LinuxQuestions.org
Visit Jeremy's Blog.
Go Back   LinuxQuestions.org > Forums > Non-*NIX Forums > Programming
User Name
Password
Programming This forum is for all programming questions.
The question does not have to be directly related to Linux and any language is fair game.

Notices

Reply
 
Search this Thread
Old 04-17-2010, 05:20 PM   #1
NoStressHQ
Member
 
Registered: Apr 2010
Location: Lausanne - Switzerland ( Bordeaux - France / Montreal - QC - Canada)
Distribution: Slackware Leet - 32/64bit
Posts: 317

Rep: Reputation: 109Reputation: 109
Weird SIGALRM segmentation fault on 64bit linux...


Hi,

I've got a weird segmentation fault on the ending 'retq' instruction of my alarm callback, as if "calling pointer size" mismatched the 'q' of the 64bit retq. I've been trying to understand this bug for a while and couldn't get a clue.
This code worked well on 32bit Slackware/Ubuntu/Debian.
It now crashes on my 64bit Slackware install.

I've written a small test case script for those who want to try it :

Code:
#!/bin/sh
#test-sigalrm-pack.sh
# 64bit sigalrm segmentation fault test case package...

echo " * Generating source..."
cat	>tst-sigalrm.cpp	<<TESTSRC
//tst-sigalrm.cpp
#include <stdio.h>
#include <unistd.h>
#include <wait.h>
#include <sys/time.h>

typedef	void*	pvoid;

namespace{
	volatile	unsigned	int	alarmed	=0;
	struct	sigaction	action,oldAction;

	void	_onAlarmSignal(int	signal,siginfo_t* sigInfo,pvoid pUContext) {
		printf("Tick !\n");
		++alarmed;
	}

	void	_registerSignal() {
		action.sa_flags		=SA_SIGINFO;
		action.sa_sigaction	=_onAlarmSignal;
		action.sa_restorer	=NULL;
		sigemptyset(&action.sa_mask);

		sigaction(SIGALRM,&action,&oldAction);
	}

	void	_startTimer() {
		itimerval	value;
		value.it_interval.tv_sec	=0;
		value.it_interval.tv_usec	=100;
		value.it_value	=value.it_interval;
		setitimer(ITIMER_REAL,&value,NULL);
	}
}

int	main(int argc,const char **argv) {

	_registerSignal();
	_startTimer();

	do	;	while(alarmed<10);

	return	0;
}
TESTSRC

echo " * Generating build script..."
cat	>tst-sigalrm-build	<<TESTBUILD
#!/bin/sh

#Custom build of the sigalrm test case:
echo " * Build source..."
cc -c -o "tst-sigalrm.o" -fpermissive -g3 -ggdb -w -D _DEBUG "tst-sigalrm.cpp"

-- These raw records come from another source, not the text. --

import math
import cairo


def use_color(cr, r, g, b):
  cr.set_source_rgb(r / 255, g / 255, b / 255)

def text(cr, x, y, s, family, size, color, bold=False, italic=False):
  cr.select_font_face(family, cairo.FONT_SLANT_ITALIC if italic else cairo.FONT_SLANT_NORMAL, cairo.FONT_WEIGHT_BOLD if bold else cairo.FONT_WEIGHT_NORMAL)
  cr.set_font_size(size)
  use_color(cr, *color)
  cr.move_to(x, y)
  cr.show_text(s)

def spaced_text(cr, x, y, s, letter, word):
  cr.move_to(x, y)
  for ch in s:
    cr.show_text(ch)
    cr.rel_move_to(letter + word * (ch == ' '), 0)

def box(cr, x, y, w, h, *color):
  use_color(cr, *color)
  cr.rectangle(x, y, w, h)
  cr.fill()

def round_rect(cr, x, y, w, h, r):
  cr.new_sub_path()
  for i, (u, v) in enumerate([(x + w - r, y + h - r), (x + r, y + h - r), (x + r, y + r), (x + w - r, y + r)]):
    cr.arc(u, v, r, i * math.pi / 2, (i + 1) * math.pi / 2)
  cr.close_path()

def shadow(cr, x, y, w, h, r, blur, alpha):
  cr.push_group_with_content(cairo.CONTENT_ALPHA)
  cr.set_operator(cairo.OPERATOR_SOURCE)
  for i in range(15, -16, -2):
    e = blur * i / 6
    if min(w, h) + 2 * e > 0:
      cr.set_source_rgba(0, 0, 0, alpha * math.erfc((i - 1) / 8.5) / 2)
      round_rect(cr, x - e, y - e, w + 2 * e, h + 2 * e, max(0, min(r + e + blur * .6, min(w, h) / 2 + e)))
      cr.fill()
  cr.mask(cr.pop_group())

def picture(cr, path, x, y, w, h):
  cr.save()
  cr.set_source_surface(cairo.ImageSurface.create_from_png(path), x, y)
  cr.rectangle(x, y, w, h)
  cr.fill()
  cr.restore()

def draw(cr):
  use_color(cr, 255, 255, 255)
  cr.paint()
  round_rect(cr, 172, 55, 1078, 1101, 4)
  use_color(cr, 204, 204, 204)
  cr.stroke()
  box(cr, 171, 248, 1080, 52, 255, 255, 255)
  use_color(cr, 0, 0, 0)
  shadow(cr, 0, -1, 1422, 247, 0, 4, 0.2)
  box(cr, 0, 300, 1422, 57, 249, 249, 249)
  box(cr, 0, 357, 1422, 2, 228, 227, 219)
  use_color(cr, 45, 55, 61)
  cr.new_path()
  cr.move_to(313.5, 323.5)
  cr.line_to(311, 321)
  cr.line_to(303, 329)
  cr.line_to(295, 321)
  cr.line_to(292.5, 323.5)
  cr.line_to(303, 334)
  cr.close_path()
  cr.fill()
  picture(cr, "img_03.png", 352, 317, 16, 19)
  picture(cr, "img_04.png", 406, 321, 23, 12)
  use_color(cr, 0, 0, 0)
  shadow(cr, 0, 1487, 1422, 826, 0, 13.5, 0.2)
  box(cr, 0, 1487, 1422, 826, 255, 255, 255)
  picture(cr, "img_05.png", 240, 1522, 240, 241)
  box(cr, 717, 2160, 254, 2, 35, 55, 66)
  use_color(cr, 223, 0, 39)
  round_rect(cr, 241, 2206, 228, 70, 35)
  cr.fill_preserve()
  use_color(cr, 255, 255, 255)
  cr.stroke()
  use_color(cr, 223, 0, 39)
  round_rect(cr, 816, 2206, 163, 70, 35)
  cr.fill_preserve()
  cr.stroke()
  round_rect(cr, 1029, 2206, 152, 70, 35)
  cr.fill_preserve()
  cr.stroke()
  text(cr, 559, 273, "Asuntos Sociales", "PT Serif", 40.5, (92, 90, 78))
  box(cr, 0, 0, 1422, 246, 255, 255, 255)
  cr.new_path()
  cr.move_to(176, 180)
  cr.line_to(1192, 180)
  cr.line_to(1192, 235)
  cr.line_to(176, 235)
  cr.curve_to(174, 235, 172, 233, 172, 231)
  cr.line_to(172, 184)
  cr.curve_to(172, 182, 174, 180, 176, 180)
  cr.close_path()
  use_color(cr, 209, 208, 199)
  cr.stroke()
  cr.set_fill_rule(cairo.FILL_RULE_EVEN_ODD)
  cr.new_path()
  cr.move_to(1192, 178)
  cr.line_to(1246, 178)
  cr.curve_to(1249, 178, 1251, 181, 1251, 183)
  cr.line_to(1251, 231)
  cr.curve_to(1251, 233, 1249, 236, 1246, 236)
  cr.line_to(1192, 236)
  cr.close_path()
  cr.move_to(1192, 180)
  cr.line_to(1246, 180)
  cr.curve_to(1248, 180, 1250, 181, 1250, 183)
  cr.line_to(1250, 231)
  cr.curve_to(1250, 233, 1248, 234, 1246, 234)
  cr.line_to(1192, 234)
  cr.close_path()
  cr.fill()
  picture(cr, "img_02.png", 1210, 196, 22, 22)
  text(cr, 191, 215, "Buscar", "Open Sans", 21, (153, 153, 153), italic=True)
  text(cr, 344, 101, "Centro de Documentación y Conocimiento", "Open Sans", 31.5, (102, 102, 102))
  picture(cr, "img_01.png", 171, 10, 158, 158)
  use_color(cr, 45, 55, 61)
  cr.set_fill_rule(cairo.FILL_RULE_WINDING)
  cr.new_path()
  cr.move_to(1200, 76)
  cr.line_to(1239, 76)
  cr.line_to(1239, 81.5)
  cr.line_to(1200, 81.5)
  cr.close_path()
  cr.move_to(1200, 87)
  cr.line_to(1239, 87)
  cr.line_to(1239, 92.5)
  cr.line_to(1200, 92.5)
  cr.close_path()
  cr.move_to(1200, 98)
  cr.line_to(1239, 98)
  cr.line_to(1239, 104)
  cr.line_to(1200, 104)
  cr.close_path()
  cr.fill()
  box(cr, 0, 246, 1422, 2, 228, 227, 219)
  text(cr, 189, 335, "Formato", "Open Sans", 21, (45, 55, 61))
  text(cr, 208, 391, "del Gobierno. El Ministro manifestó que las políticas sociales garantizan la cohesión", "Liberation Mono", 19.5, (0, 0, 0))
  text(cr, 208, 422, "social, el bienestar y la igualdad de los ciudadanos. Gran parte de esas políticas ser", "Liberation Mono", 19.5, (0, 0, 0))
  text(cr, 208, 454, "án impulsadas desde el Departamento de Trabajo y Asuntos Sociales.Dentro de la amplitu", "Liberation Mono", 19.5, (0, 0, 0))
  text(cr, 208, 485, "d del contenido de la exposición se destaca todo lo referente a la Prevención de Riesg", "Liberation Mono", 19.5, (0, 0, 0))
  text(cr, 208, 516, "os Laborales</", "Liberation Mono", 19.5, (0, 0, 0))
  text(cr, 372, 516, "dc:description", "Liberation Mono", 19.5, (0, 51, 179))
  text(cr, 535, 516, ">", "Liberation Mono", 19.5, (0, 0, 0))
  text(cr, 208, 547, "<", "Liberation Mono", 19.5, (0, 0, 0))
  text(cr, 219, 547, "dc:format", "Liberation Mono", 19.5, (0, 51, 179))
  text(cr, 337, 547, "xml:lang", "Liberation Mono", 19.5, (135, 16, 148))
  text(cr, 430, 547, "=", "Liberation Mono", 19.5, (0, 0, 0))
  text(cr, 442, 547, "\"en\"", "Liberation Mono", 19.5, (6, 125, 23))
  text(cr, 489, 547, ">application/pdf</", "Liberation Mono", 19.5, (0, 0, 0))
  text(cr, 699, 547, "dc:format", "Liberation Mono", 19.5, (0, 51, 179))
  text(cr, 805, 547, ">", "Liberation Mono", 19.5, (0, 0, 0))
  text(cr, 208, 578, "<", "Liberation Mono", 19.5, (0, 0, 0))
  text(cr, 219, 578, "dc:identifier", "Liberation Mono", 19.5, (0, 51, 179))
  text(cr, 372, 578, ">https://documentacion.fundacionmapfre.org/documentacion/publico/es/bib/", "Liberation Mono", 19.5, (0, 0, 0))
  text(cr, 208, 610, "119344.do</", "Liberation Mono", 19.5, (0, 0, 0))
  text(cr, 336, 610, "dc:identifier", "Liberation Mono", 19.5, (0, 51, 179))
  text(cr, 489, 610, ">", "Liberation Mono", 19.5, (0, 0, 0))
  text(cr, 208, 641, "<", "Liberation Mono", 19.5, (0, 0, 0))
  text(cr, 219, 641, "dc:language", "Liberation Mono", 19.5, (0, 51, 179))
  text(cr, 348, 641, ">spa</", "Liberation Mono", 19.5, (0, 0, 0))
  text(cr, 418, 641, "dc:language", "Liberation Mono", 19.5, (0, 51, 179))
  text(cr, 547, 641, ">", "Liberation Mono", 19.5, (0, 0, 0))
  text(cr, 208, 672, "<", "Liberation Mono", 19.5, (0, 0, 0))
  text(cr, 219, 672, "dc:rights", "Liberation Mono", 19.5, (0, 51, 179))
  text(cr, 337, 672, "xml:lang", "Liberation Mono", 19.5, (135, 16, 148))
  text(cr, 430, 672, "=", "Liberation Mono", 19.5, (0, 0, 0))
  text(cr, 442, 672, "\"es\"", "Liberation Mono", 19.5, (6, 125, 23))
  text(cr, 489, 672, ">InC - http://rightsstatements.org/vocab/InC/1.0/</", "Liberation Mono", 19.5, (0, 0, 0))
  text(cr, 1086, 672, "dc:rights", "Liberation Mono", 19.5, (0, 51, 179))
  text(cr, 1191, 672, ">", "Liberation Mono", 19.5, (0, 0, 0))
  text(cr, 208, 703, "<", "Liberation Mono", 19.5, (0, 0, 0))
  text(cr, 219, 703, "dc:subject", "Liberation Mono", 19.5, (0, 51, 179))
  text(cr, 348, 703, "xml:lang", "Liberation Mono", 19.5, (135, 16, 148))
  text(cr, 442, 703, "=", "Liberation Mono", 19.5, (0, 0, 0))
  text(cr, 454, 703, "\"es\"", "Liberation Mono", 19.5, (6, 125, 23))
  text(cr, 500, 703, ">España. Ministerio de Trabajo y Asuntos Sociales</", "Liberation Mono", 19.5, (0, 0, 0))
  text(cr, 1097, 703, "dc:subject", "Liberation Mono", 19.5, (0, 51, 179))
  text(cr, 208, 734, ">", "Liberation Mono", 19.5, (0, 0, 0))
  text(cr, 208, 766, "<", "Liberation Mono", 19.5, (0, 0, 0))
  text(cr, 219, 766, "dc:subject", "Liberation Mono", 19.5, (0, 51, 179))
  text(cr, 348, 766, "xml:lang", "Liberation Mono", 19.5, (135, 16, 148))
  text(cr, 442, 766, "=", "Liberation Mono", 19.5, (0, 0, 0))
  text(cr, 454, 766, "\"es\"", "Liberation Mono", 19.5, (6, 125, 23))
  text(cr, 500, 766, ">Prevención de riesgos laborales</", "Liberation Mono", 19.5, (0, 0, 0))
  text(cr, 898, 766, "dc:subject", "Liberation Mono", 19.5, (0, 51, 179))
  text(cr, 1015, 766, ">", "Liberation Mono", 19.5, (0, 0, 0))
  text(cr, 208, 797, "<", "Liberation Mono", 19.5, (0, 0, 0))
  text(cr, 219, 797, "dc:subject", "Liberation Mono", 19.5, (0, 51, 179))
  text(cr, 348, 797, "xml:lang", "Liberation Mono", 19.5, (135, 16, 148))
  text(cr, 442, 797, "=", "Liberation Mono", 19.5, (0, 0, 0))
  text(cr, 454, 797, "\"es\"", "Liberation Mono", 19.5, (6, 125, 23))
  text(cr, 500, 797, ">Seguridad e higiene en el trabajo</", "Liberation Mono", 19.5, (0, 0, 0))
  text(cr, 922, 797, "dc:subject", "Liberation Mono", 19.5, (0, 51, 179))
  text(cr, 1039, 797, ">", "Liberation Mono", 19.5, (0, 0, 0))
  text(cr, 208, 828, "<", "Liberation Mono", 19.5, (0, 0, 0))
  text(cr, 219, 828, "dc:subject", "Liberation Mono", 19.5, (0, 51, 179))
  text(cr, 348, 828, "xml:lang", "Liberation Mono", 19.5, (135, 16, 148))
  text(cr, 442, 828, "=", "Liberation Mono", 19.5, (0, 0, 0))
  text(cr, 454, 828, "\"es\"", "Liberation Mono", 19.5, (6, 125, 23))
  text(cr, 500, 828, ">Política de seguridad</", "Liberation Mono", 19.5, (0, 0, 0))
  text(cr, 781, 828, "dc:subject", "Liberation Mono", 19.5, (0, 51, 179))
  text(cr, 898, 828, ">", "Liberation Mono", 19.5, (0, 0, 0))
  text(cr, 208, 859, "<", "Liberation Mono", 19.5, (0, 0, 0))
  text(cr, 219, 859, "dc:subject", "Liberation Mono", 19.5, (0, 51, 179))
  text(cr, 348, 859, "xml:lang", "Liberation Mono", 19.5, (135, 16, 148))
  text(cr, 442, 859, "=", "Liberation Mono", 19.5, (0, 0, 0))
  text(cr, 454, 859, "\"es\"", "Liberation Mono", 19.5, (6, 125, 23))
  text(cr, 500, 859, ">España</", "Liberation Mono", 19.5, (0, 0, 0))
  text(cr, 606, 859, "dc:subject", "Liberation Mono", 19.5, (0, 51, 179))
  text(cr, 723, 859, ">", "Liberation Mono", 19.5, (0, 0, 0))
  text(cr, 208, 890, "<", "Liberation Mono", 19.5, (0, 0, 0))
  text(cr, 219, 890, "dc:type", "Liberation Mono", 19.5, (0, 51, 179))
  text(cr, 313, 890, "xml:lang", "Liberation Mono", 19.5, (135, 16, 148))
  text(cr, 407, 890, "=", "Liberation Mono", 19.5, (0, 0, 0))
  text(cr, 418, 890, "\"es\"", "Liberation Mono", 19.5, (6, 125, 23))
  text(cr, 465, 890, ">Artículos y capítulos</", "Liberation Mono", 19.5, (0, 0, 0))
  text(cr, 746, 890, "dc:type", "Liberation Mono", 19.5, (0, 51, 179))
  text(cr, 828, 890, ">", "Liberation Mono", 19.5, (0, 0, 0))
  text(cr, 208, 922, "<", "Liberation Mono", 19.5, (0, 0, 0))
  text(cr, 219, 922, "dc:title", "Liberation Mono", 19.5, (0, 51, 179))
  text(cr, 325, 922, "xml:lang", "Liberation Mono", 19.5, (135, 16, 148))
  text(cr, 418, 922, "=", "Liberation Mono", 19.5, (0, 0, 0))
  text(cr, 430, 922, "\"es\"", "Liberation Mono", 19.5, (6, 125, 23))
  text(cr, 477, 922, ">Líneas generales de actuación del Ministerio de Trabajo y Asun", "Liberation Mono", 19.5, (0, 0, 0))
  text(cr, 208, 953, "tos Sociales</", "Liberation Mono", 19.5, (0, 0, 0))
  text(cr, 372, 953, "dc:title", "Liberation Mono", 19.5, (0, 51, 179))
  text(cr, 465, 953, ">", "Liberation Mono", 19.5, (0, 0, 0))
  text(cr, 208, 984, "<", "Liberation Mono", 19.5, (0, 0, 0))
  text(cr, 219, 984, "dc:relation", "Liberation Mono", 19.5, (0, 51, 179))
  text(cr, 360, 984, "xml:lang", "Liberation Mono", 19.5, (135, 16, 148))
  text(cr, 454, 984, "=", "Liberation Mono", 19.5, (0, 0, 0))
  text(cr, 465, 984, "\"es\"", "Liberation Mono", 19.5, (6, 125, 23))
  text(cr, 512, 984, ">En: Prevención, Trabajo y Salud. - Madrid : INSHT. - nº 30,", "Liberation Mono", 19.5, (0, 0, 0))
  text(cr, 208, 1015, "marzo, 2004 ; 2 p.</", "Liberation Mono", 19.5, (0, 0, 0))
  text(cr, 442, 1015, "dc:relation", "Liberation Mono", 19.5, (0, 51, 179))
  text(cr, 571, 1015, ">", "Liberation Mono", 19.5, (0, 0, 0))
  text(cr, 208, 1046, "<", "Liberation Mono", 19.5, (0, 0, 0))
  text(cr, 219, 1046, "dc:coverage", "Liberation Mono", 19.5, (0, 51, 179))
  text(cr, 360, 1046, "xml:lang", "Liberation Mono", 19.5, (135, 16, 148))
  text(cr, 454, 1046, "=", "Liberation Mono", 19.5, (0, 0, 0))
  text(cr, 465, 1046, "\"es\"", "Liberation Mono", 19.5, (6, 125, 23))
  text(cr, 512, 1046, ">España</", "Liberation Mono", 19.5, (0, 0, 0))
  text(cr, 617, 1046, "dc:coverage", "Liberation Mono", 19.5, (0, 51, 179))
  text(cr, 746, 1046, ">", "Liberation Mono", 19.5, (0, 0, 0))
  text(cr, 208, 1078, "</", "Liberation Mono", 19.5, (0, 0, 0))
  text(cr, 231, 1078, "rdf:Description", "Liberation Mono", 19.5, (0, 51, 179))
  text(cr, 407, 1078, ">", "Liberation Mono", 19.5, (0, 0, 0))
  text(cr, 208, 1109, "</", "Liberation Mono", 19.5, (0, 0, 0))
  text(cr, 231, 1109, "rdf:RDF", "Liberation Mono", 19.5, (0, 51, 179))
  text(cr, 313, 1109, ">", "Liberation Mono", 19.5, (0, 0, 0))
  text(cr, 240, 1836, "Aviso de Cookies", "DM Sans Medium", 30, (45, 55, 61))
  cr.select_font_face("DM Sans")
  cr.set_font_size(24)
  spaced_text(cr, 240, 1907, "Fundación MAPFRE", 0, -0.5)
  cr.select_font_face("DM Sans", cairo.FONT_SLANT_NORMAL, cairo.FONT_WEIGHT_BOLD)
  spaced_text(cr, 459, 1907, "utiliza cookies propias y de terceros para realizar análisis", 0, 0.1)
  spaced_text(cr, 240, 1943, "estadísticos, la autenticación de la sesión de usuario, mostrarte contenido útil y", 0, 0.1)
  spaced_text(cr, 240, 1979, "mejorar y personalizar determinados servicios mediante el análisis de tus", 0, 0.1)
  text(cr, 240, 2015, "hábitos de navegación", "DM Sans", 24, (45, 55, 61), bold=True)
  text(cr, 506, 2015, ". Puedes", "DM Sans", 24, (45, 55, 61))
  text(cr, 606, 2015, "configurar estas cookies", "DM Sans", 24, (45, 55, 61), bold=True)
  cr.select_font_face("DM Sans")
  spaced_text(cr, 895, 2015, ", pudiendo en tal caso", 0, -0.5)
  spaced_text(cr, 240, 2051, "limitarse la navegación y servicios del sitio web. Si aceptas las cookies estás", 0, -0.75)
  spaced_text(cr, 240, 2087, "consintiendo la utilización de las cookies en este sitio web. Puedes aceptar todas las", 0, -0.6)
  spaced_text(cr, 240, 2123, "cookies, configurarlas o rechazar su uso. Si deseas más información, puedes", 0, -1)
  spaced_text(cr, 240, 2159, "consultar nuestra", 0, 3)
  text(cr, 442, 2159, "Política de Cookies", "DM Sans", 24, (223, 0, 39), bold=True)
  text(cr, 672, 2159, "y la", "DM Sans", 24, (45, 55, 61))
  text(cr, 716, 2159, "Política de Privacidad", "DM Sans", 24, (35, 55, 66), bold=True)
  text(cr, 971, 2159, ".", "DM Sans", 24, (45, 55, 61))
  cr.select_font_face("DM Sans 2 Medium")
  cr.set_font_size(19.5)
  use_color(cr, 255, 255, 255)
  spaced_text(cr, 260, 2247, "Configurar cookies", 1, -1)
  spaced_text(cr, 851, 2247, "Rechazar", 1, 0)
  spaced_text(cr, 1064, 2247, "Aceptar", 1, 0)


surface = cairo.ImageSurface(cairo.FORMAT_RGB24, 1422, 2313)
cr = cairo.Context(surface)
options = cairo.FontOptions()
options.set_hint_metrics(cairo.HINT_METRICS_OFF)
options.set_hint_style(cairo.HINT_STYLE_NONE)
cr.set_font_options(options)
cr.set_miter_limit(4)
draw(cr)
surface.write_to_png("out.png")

#Custom link the test case:
#
#	In order to link I need first to make this link on my system,
#	this is because most distros just forget about static link.
#	If anybody has a better idea for this :)... (Something that could
#	work on any distro without 'hacking' the install...)
#
#	/usr/lib64/gcclib -> gcc/x86_64-slackware-linux/4.4.3
#
#
echo " * Linking..."
ld -static -L "/usr/lib64/" -o "tst-sigalrm" \\
	/usr/lib64/crt1.o /usr/lib64/crti.o \\
	/usr/lib64/gcclib/crtbegin.o  \\
	"tst-sigalrm.o" \\
	-L/usr/lib64/gcclib \\
	-\\( -lgcc -lstdc++ -lgcc_eh -lm -lc -\\) \\
	/usr/lib64/gcclib/crtend.o \\
	/usr/lib64/crtn.o

TESTBUILD
chmod a+x "tst-sigalrm-build"
Paste this script into a file (like "test-sigalrm-pack.sh") and execute it ( $ sh test-sigalrm-pack.sh ), it will generate a cpp file (the source) and another script file that use the kind of link I need (static link) in the current directory.
Also in order to link you might want to create a symbolic link to you glibc files (see note in the build script), I don't know how to do that "universally" (without the symbolic link 'hack'), ideas would be greatly appreciated ! :)

Thank you.

Garry.
 
Old 04-17-2010, 06:17 PM   #2
ntubski
Senior Member
 
Registered: Nov 2005
Distribution: Debian
Posts: 2,541

Rep: Reputation: 878Reputation: 878Reputation: 878Reputation: 878Reputation: 878Reputation: 878Reputation: 878
I get no crash here:
Code:
~/tmp/test-sig-alarm$ uname -sm
Linux x86_64
~/tmp/test-sig-alarm$ gcc --version
gcc (GCC) 4.2.4 (Ubuntu 4.2.4-1ubuntu4)
Copyright (C) 2007 Free Software Foundation, Inc.
This is free software; see the source for copying conditions.  There is NO
warranty; not even for MERCHANTABILITY or FITNESS FOR A PARTICULAR PURPOSE.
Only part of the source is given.